Stored items:
◇ ◇ ◇ ◇
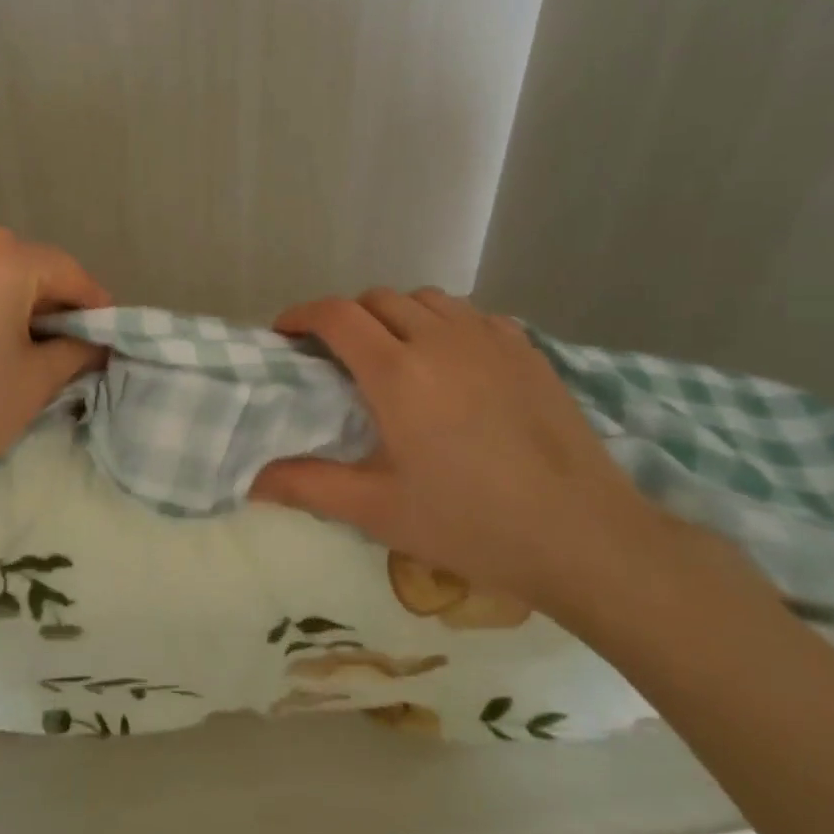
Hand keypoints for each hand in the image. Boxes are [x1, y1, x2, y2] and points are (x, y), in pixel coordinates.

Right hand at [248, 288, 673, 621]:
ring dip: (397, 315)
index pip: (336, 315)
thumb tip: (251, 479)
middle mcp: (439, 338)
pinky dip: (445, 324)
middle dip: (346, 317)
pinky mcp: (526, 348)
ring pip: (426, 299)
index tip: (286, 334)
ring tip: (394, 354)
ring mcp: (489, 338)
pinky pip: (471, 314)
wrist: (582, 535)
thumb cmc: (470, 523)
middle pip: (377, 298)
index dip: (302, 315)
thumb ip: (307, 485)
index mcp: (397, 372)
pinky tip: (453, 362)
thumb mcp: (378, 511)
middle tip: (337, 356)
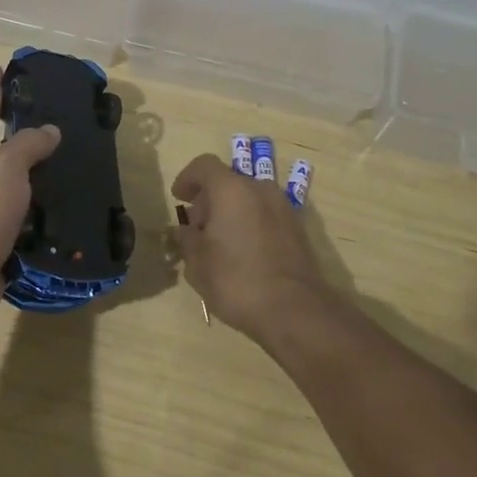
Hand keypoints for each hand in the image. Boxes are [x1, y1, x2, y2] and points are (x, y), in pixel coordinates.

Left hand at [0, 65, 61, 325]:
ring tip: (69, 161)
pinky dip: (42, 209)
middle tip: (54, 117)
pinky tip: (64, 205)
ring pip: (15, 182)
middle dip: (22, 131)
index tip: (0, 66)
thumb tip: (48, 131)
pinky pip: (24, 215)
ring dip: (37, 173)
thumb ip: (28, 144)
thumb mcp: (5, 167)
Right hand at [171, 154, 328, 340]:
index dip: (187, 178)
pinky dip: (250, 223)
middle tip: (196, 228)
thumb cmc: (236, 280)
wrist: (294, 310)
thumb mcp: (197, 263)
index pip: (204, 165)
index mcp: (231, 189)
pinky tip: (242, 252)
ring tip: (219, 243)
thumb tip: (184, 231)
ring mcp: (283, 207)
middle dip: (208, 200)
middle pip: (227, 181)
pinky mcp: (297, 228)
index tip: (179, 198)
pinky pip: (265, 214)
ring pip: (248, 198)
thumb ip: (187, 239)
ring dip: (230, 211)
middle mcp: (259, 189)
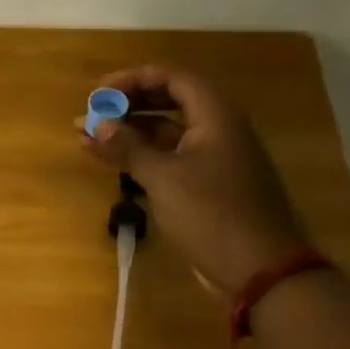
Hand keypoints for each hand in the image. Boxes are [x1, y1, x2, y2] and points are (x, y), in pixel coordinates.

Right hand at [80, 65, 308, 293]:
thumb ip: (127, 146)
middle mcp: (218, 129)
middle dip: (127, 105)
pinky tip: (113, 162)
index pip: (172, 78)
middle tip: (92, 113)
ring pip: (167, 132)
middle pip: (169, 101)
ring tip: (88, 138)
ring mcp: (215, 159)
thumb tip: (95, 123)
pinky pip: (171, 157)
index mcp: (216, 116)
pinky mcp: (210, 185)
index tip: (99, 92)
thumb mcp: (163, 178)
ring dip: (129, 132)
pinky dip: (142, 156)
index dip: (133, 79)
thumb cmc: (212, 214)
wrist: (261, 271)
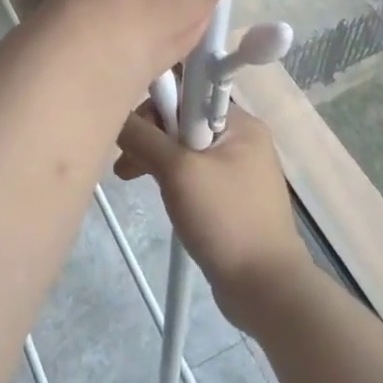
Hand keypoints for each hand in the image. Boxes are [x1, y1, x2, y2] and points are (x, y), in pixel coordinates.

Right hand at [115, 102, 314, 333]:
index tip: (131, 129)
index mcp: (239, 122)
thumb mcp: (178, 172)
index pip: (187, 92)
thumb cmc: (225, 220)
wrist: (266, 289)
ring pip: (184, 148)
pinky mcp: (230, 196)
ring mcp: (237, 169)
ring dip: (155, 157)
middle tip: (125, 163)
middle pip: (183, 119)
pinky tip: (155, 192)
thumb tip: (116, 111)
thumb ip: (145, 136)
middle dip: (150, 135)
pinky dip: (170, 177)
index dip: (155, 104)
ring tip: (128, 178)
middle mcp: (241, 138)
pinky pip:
◇ ◇ ◇ ◇
- _WORK TASK_: Give an exact copy of the entries, excluding all pictures.

- _YOUR SOLUTION_:
Hand keypoints for each hand in the image. Boxes are [x1, y1, x2, y2] and points are (x, y), in pixel coordinates.

Right hand at [248, 288, 673, 621]:
ring dip: (397, 315)
index pip: (336, 315)
thumb tip: (251, 479)
middle mcp: (439, 338)
pinky dip: (445, 324)
middle dip: (346, 317)
pinky mcp: (526, 348)
ring pip: (426, 299)
index tip: (286, 334)
ring tip: (394, 354)
ring mcp: (489, 338)
pinky pip: (471, 314)
wrist: (582, 535)
thumb cmc: (470, 523)
middle pip: (377, 298)
index dip: (302, 315)
thumb ip: (307, 485)
index mcp: (397, 372)
pinky tip: (453, 362)
thumb mcp: (378, 511)
middle tip: (337, 356)
Hand keypoints for each hand in the image. Boxes are [x1, y1, x2, y2] and points are (x, y), in pixel coordinates.

Left hand at [0, 65, 61, 325]:
ring tip: (69, 161)
pinky dip: (42, 209)
middle tip: (54, 117)
pinky tip: (64, 205)
ring pip: (15, 182)
middle dip: (22, 131)
index tip: (0, 66)
thumb tip: (48, 131)
pinky pip: (24, 215)
ring dip: (37, 173)
thumb ip: (28, 144)
thumb mcp: (5, 167)
Right hand at [171, 154, 328, 340]:
index dip: (187, 178)
pinky dip: (250, 223)
middle tip: (196, 228)
thumb cmc: (236, 280)
wrist: (294, 310)
thumb mcp: (197, 263)
index pip: (204, 165)
index mcp: (231, 189)
pinky tip: (242, 252)
ring tip: (219, 243)
thumb tip: (184, 231)
ring mcp: (283, 207)
middle dip: (208, 200)
middle pip: (227, 181)
pinky mcp: (297, 228)
index tip: (179, 198)
pinky pip: (265, 214)
ring pip: (248, 198)
thumb ip: (187, 239)
ring dip: (230, 211)
middle mcp: (259, 189)
Hand keypoints for each hand in the image. Boxes are [x1, y1, x2, y2] and points are (x, y), in pixel coordinates.

Right hand at [80, 65, 308, 293]:
thumb ip: (127, 146)
middle mcp: (218, 129)
middle dip: (127, 105)
pinky tip: (113, 162)
index pip: (172, 78)
middle tip: (92, 113)
ring pip: (167, 132)
middle pip: (169, 101)
ring tip: (88, 138)
ring mcp: (215, 159)
thumb tip: (95, 123)
pinky pip: (171, 157)
index mcp: (216, 116)
pinky mcp: (210, 185)
index tip: (99, 92)
thumb mcp: (163, 178)
ring dip: (129, 132)
pinky dip: (142, 156)
index dip: (133, 79)
thumb cmc: (212, 214)
wrist: (261, 271)
Hand keypoints for each hand in the image. Boxes are [x1, y1, x2, y2] and points are (x, y), in pixel coordinates.

Right hand at [115, 102, 314, 333]:
index tip: (131, 129)
index mcp: (239, 122)
thumb mcp: (178, 172)
index pip: (187, 92)
thumb cmc: (225, 220)
wrist: (266, 289)
ring pip: (184, 148)
pinky mcp: (230, 196)
ring mcp: (237, 169)
ring dip: (155, 157)
middle tip: (125, 163)
middle pip: (183, 119)
pinky tip: (155, 192)
thumb tip: (116, 111)
thumb ip: (145, 136)
middle dip: (150, 135)
pinky dip: (170, 177)
index dip: (155, 104)
ring tip: (128, 178)
middle mcp: (241, 138)
pinky pip:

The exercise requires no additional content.